Про что это? Да про всё. Буквально. Как у позднего Джойса. Такую книжку можно читать как интеллектуальную викторину или кроссворд, проверяя насколько вы осведомлены в мировой культуре, развлекаясь ловлей аллюзий и намёков, пониманием утончённых шуток. Запутываясь. Пытаясь найти путь. Много подобного писал поздний Эко. Что может быть прекрасней? Занимались ли вы интеллектуальным бриколажем? Нет? Самое время начать. Как рыться в старом комоде или на помойке у дома академиков. Уж какую-то мысль найдёшь. Перед нами игра в слова, мир, где всё связано со всем через язык. Конечно, здесь есть формальная рассказчица и даже подобие сюжета. (В более человеческом варианте подобный сюжет фигурирует в одном из рассказов Р. Бредбери, где семья обнаруживает себя последними людьми на планете однажды утром). Но здесь не семья даже, а один человек оказывается совершенно одиноким на планете. Без близких, друзей, любви… Остались только слова. Только я мыслю, следовательно… Но что значит мыслить? Я это слишком хорошо понимаю. Невозможность выйти за пределы себя, сознания, речи… Какой простор для интерпретаций. Парочку вы сами легко сможете найти в интернете.

Мне эта книжка показалась бесконечно смешной и трогательной, и лёгкой для чтения. Обычно я почти не улыбаюсь, как и положено мыслителю, который постиг мировую скорбь, но здесь я впервые заметно улыбнулся на странице 131 и даже рассмеялся позже в голос на монологе про «бедных» художников и великих творцов в мире сем. Это, пожалуй, один из лучших трагикомических фрагментов, который я читал в своей жизни. Так мне во всяком случае показалось. Эта книжка, как ни странно, может стать противоядием против «метафизической интоксикации» (любимый диагноз районных психиатров для юношей бледных со взором горящим, которые цитируют всё подряд). В этом мучительном интеллектуальном одиночестве есть надежда на кошек и чаек, на встречу на пляже, вообще на другого… На спутницу в библиотеке в конце концов. Есть тут и формальная прелесть в духе «Упражнений в стиле» Кено, но есть и попытка рассказать историю мира. И вопрос в том настолько ли твёрд язык, чтобы выдержать нас, когда мы пытаемся пройти по нему, как по горящему веревочному мостику, над бездной бессмыслицы и хаоса. Мир как музей утверждений, заблуждений, перекличек, историй, имён и дат… При всём своём формализме роман умудряется нести человеческое содержание, ему можно сопереживать. Например, размышляя о рассказчице. Да и внутри книжки — можно замечать как возникает тема, мотив, образ… Как меняются регистры в рассуждения о менструации или мировой истории… (хотя и то и то начинается с буквы «м»). Есть тут и Борхес и Беккет. Впрочем, б… Хватит умничать. Отложим алфавит.

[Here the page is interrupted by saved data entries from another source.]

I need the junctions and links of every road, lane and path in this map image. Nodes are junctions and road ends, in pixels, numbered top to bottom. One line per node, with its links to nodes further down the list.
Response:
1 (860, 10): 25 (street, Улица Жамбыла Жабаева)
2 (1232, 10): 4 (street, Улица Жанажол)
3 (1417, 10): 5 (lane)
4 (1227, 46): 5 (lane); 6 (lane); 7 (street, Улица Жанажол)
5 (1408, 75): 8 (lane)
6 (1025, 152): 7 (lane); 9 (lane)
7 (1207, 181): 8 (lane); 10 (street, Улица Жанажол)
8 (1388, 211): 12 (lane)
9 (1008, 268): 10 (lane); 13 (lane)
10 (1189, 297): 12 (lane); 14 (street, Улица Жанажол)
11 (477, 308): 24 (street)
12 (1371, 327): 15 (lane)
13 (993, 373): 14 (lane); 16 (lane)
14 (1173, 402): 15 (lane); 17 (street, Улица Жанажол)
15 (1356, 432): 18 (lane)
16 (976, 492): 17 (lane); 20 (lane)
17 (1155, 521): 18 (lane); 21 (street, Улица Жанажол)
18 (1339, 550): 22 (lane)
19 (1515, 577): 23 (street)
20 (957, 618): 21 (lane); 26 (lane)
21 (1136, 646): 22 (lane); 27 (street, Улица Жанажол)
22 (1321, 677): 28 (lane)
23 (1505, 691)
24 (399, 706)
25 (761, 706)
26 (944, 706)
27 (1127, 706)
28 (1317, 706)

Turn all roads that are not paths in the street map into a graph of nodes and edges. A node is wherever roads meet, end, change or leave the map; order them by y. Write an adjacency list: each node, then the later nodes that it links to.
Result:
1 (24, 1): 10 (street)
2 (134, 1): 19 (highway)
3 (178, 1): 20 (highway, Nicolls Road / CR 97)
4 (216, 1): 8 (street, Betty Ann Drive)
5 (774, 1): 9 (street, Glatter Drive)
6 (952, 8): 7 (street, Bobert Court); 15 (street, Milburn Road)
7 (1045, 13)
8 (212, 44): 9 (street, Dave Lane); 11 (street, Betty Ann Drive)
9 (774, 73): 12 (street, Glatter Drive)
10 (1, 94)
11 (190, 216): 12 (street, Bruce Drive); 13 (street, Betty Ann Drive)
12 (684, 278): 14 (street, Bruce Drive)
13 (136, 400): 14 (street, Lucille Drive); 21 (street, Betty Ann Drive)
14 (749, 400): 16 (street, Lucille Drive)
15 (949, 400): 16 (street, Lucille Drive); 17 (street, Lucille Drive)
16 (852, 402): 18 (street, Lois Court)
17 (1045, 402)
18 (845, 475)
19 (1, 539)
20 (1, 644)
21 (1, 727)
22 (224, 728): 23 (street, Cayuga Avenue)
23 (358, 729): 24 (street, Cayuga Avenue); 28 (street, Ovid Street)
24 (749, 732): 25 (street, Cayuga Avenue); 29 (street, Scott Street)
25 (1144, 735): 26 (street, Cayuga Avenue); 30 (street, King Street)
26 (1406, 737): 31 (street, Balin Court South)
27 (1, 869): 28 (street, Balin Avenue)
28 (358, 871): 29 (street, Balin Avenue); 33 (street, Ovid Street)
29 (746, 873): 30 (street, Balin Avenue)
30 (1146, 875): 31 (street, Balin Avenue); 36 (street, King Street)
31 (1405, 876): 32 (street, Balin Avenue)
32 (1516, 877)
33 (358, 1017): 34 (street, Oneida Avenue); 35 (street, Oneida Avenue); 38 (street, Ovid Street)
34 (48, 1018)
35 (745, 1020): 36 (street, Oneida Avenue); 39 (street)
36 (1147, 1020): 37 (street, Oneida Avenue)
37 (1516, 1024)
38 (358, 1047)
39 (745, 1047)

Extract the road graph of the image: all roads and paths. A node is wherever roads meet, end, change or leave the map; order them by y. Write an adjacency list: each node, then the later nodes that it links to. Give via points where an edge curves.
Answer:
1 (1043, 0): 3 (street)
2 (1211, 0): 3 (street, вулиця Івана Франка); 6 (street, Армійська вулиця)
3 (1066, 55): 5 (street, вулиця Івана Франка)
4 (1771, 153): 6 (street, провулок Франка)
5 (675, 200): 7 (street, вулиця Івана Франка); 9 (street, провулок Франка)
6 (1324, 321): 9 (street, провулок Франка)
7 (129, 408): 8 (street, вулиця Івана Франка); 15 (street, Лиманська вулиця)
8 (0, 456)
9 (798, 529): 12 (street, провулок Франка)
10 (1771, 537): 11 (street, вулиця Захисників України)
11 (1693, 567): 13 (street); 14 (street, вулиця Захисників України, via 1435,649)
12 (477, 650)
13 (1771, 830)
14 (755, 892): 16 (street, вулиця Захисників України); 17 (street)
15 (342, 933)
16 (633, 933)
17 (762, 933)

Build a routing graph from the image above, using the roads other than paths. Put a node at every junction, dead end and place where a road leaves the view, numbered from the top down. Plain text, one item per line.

В отчаянии спасают только очень грустные книги над которыми можно смеяться. Для меня это одна из них. Пусть десятилетиями позже, чем она вышла, но я её прочитал — и это помогло мне скоротать ещё один вечер жизни, став чуть более счастливым человеком. Многим ли этот роман будет столь важным? Думаю, что нет. Исчезающе малому количеству читателей. Почему? Слишком специфические проблемы. К счастью, не все помешаны на книжках и чужих текстах, не все настаивают, что они (и их мысли) пуп мира, а то и сам мир… Ещё бывают нормальные люди. Не нарциссы, а ромашки и одуванчики, кактусы и редиски. Вряд ли эта книга им особо глянется. Разве что только как ненужный по хозяйству интеллектуальный курьёз тридцатилетней выдержки.